The Dye Dungeon Openeth Again

BANG. “Shit”, pause, “Sorry!” BANG. “Fuck”, pause, “Sorry!” BANG. “dammit”, pause, “Sorry!” The poor water heater man was in the basement, fixing things, and that’s what i kept hearing. Our basement is low ceilinged after all, being in a 107 year old house. You *can* walk upright (unless you’re 6′ plus, in which case you will be grazing the first floor bracing beams), but there are areas where furnace ducts are low, and both Greyman and i regularly bash our heads on them. When my hair was long and i wore it pinned up, it would be a common part of the experience, catching that full tilt on the top of the head……….I finally had to tell that poor workman to stop apologizing, and just get on with. I’ve heard all those words before, so whatever 🙂

And yes, our basement is slightly creepy. The house is after all Old, and there are parts behind walls down there that are the original stonework and earth dug-outs. It doesn’t smell musty or moldy, just old, no strange growths anywhere or slithering whatthehellisthats, one of the benefits of Calgary’s dry climate, even with us being beside the river and probably not that far above the natural water table. (Actually after the 2013 Calgary flood, we *know* it’s not far above, but we do know we also have the only self draining house on the block!) You can stand up in it, something not said about a lot of 107 year old basements, it’s floored with concrete and mostly painted white. We don’t use it for much beyond storage and it occurred to me yesterday that it was largely being wasted.
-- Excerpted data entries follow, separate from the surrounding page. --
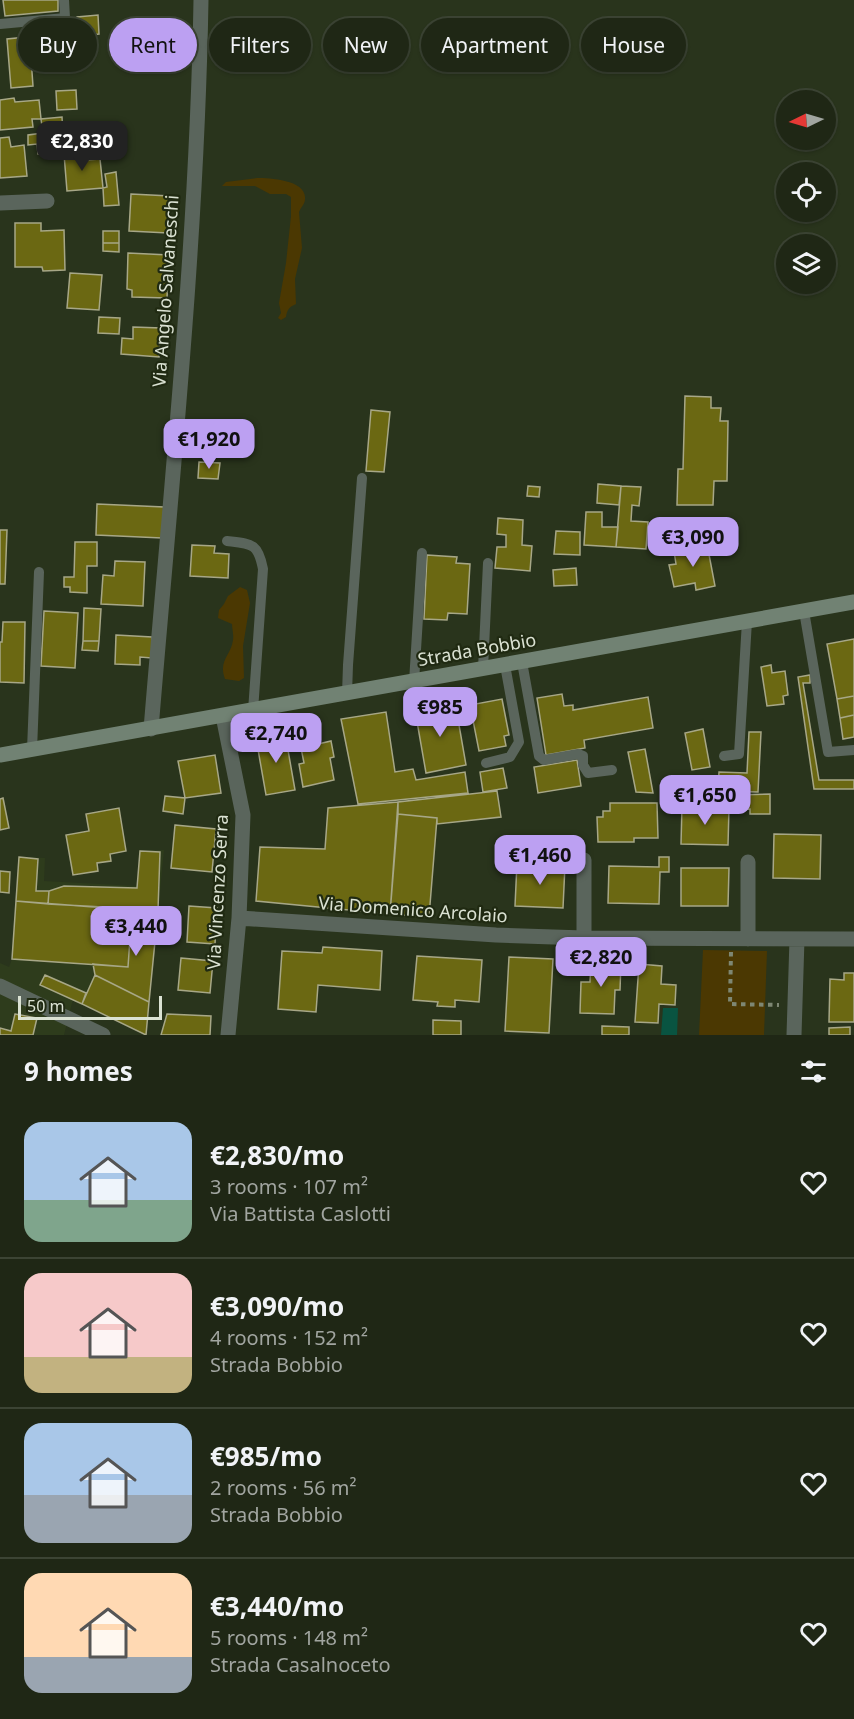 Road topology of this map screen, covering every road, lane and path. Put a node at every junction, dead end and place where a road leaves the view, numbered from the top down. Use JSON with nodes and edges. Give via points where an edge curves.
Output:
{"nodes":[{"id":1,"x":64,"y":0,"type":"edge"},
{"id":2,"x":201,"y":0,"type":"edge"},
{"id":3,"x":0,"y":24,"type":"edge"},
{"id":4,"x":47,"y":201,"type":"dead end"},
{"id":5,"x":0,"y":203,"type":"edge"},
{"id":6,"x":362,"y":478,"type":"dead end"},
{"id":7,"x":227,"y":542,"type":"dead end"},
{"id":8,"x":422,"y":553,"type":"dead end"},
{"id":9,"x":488,"y":563,"type":"dead end"},
{"id":10,"x":39,"y":572,"type":"dead end"},
{"id":11,"x":854,"y":602,"type":"edge"},
{"id":12,"x":804,"y":611,"type":"junction"},
{"id":13,"x":747,"y":621,"type":"junction"},
{"id":14,"x":522,"y":662,"type":"junction"},
{"id":15,"x":505,"y":665,"type":"junction"},
{"id":16,"x":483,"y":669,"type":"junction"},
{"id":17,"x":414,"y":682,"type":"junction"},
{"id":18,"x":347,"y":694,"type":"junction"},
{"id":19,"x":253,"y":711,"type":"junction"},
{"id":20,"x":223,"y":716,"type":"junction"},
{"id":21,"x":151,"y":729,"type":"junction"},
{"id":22,"x":32,"y":750,"type":"junction"},
{"id":23,"x":854,"y":750,"type":"edge"},
{"id":24,"x":0,"y":755,"type":"edge"},
{"id":25,"x":724,"y":756,"type":"dead end"},
{"id":26,"x":486,"y":763,"type":"dead end"},
{"id":27,"x":612,"y":770,"type":"dead end"},
{"id":28,"x":584,"y":860,"type":"dead end"},
{"id":29,"x":748,"y":862,"type":"dead end"},
{"id":30,"x":239,"y":918,"type":"junction"},
{"id":31,"x":584,"y":938,"type":"junction"},
{"id":32,"x":731,"y":938,"type":"junction"},
{"id":33,"x":748,"y":939,"type":"junction"},
{"id":34,"x":797,"y":939,"type":"junction"},
{"id":35,"x":854,"y":939,"type":"edge"},
{"id":36,"x":0,"y":986,"type":"edge"},
{"id":37,"x":795,"y":1005,"type":"junction"},
{"id":38,"x":103,"y":1035,"type":"edge"},
{"id":39,"x":228,"y":1035,"type":"edge"},
{"id":40,"x":794,"y":1035,"type":"edge"}],
"edges":[{"from":1,"to":3,"type":"lane","via":[[65,18]]},
{"from":2,"to":21,"type":"street","name":"Via Angelo Salvaneschi","via":[[188,284]]},
{"from":4,"to":5,"type":"street"},
{"from":6,"to":18,"type":"lane"},
{"from":7,"to":19,"type":"lane","via":[[254,546],[264,569]]},
{"from":8,"to":17,"type":"lane"},
{"from":9,"to":16,"type":"lane"},
{"from":10,"to":22,"type":"lane"},
{"from":11,"to":12,"type":"main road","name":"Strada Bobbio"},
{"from":12,"to":13,"type":"main road","name":"Strada Bobbio"},
{"from":12,"to":23,"type":"lane","via":[[828,752]]},
{"from":13,"to":14,"type":"main road","name":"Strada Bobbio"},
{"from":13,"to":25,"type":"lane","via":[[739,754]]},
{"from":14,"to":15,"type":"main road","name":"Strada Bobbio"},
{"from":14,"to":27,"type":"lane","via":[[539,756],[544,760],[578,754],[583,756],[588,773]]},
{"from":15,"to":16,"type":"main road","name":"Strada Bobbio"},
{"from":15,"to":26,"type":"lane","via":[[519,742],[510,757]]},
{"from":16,"to":17,"type":"main road","name":"Strada Bobbio"},
{"from":17,"to":18,"type":"main road","name":"Strada Bobbio"},
{"from":18,"to":19,"type":"main road","name":"Strada Bobbio"},
{"from":19,"to":20,"type":"main road","name":"Strada Bobbio"},
{"from":20,"to":21,"type":"main road","name":"Strada Bobbio"},
{"from":20,"to":30,"type":"street","name":"Via Vincenzo Serra","via":[[243,815]]},
{"from":21,"to":22,"type":"main road","name":"Strada Bobbio"},
{"from":22,"to":24,"type":"main road","name":"Strada Bobbio"},
{"from":28,"to":31,"type":"street"},
{"from":29,"to":33,"type":"street"},
{"from":30,"to":31,"type":"street","name":"Via Domenico Arcolaio"},
{"from":30,"to":39,"type":"street","name":"Via Vincenzo Serra"},
{"from":31,"to":32,"type":"street","name":"Via Domenico Arcolaio"},
{"from":32,"to":33,"type":"street","name":"Via Domenico Arcolaio"},
{"from":32,"to":37,"type":"path","via":[[730,1004]]},
{"from":33,"to":34,"type":"street","name":"Via Domenico Arcolaio"},
{"from":34,"to":35,"type":"street","name":"Via Domenico Arcolaio"},
{"from":34,"to":37,"type":"street"},
{"from":36,"to":38,"type":"street"},
{"from":37,"to":40,"type":"street"}]}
It’s divided into 4 strange little rooms, evidence of the original size and shape of the house, documenting add-ons and renovations. There’s actually no basement below the teeny back bedroom, laundry room, kitchen, bathroom and one bedroom, unless you count the old stone and earth part (!), but it’s still big enough for a lot of uses. Dyeing space immediately comes to mind through the winter. The garage is uninsulated and too far from the house in terms of -30c weather, so why not just descend to the depths?

That’s where the Dye Dungeon is again, in the back part near what is the old cistern, long boarded and bricked up, and containing we are sure, a body or two…..There’s a tiny backroom with lots of old wood shelves for all my dye supplies, natural and un-natural chemical/synthetic, plenty of old pull string lights, and a concrete floor. Nothing fancy down there at all, just space where the dog never goes (she’s afraid of the creepy old narrow stairs down), and the cat rarely, as “it’s boring, so boring”. (You know how cats are.) I *did* have it set up 7 years ago, but admittedly didn’t do as much then as i had thought i would. I’m afraid right now if i keep using the studio, that the mess will become a wet one, with pots and jars all over, and inquisitive studio assistants, Slapshot (official studio cat) and Nessie the DogFaced Girl (resident i-go-everywhere-Mom-is dog).

(I’ll post pics in another entry 🙂 )

And the first cochineal results are in, and i am very very quite happy 🙂 These are dry too, so none of that misleading wet photograph stuff–we all know wet is more intense looking than dry!

Same threads, different light, to show their beauty, all on wool or a silk/wool blend, different mordants and modifiers.

I have cotton threads as well now, dried after a long soak in the dye bath, and oh i am thrilled with the results!

So, in the last two weeks, with experimenting and testing that i am doing things correctly, behold my new stash!!!!!!!!!